The electrical conductivity for a semiconductor can be described by the equation of σ = σ 0exp(−E /k B T), where E is the activation energy of conduction, T is the absolute temperature, and σ 0 is a constant [27]. For p-type CuCr1−x Zn x O2 (x = 0.03, 0.05, 0.07, 0.1), the activation energy corresponds to the energy for polaron used to hop between Zn2+ and Cr3+ sites, which can be directly obtained by the slope of the curve of logσ versus 1000/T. The curves of logσ versus 1000/T for the CuCr1−x Zn x O2 (x = 0, 0.05, 0.1) samples are shown in Fig. 7b. The negative slopes of the straight lines indicate positive value of activation energy of conduction. The obtained values of E are 54, 41.5, and 32 meV for CuCr1−x Zn x O2 with x = 0, 0.05, 0.1, respectively. Also, the value of E is found to decrease with the increase of Zn-doping concentration. The decrease of activation energy indicates that the polarons have low energy for hopping and thus for easy conduction.

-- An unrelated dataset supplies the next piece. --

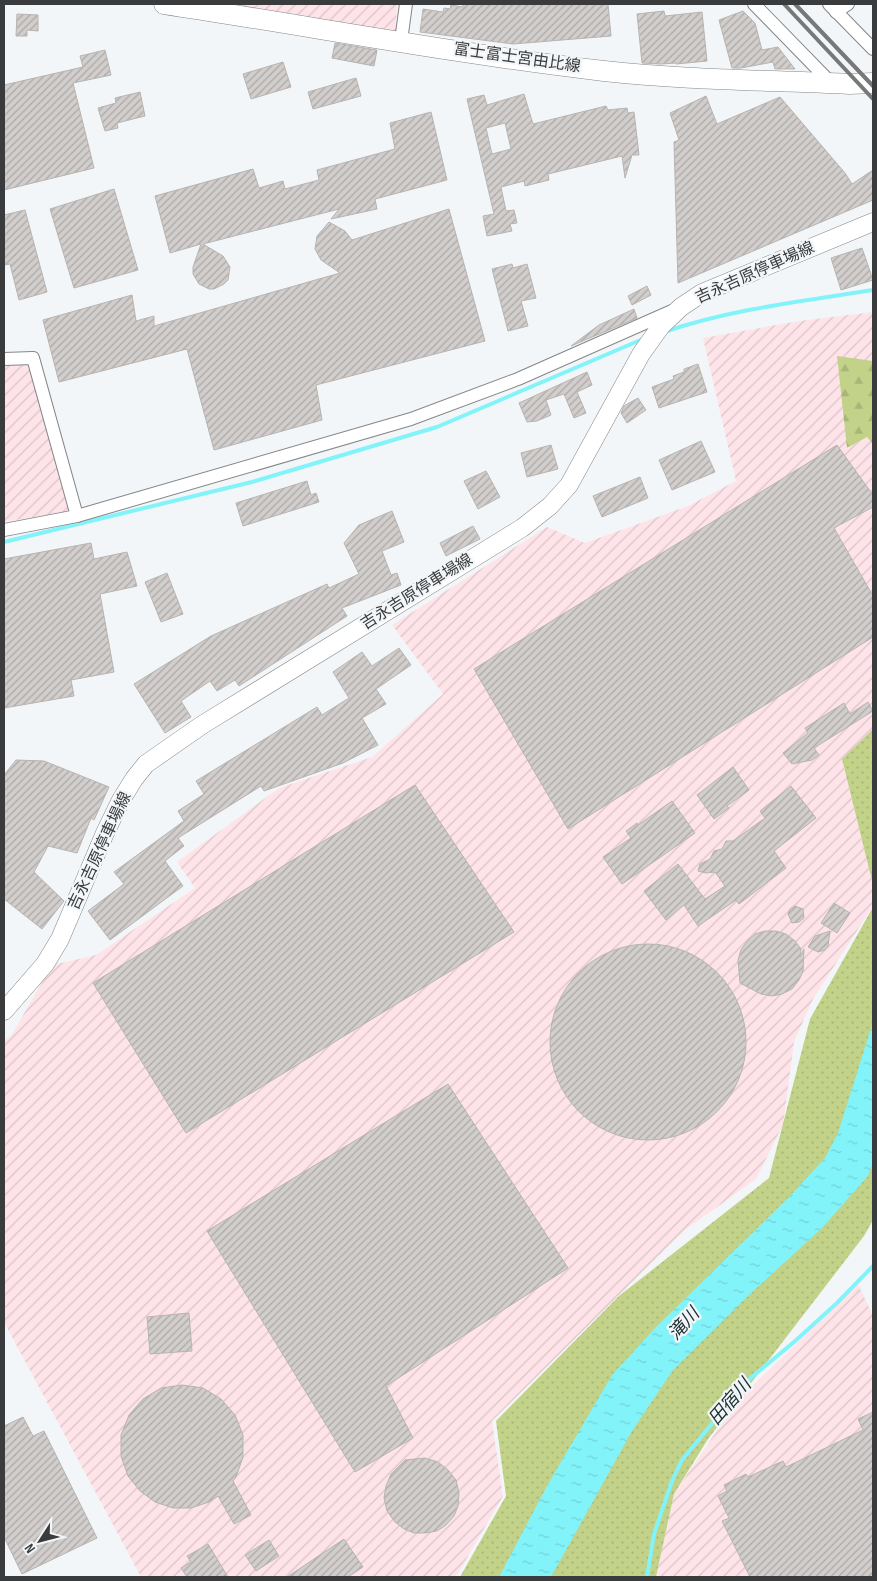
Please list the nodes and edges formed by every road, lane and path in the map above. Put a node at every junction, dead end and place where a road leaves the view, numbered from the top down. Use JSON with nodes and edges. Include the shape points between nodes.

Therefore, compared with the activation energy for polaron hopping between Cu+ sites and Cu2+ sites before Zn-doping, the energy between Zn2+ sites and Cr3+ sites after Zn-doping becomes lower. Also, the activation energy can be decreased by increasing the Zn-doping concentration. The observed decrease of activation energy suggests an increase of conductivity, which may be interpreted by oxygen vacancy migration as reported in other studies on delafossite materials [2830]. Furthermore, due to the decrease of resistivity with the increase of temperature, we can draw the conclusion that the conductivity of the CuCrO2 and CuCr1−x Zn x O2 samples is thermally activated. A similar phenomenon can be found in the reported Ti-doped Fe2O3 by Shawn Chatman et al. [31]. Also, L. Farrell et al. found that the measured activation energy in Mg-doped Cr2O3 powder decreases even for low Mg-doping [32].

Conclusion

P-type delafossite CuCr1−x Zn x O2 (x = 0, 0.03, 0.05, 0.07, 0.1) oxides have been synthesized by sol–gel method. XRD and Raman spectra reveal the delafossite structure of the samples, and XPS results confirm that the chemical valence states of Cr and Zn ions are +3 and +2, respectively. FTIR spectra show the absorption of Cu–O and Cr–O stretching vibration. Seebeck and Hall coefficient reveal p-type conductive characteristics of the samples. Moreover, with the increase of Zn content, Fermi energy level increases, while the activation energy decreases. Therefore, the CuCr1−x Zn x O2 delafossite compound can be a good candidate for p-type transparent conductive oxide semiconductor materials.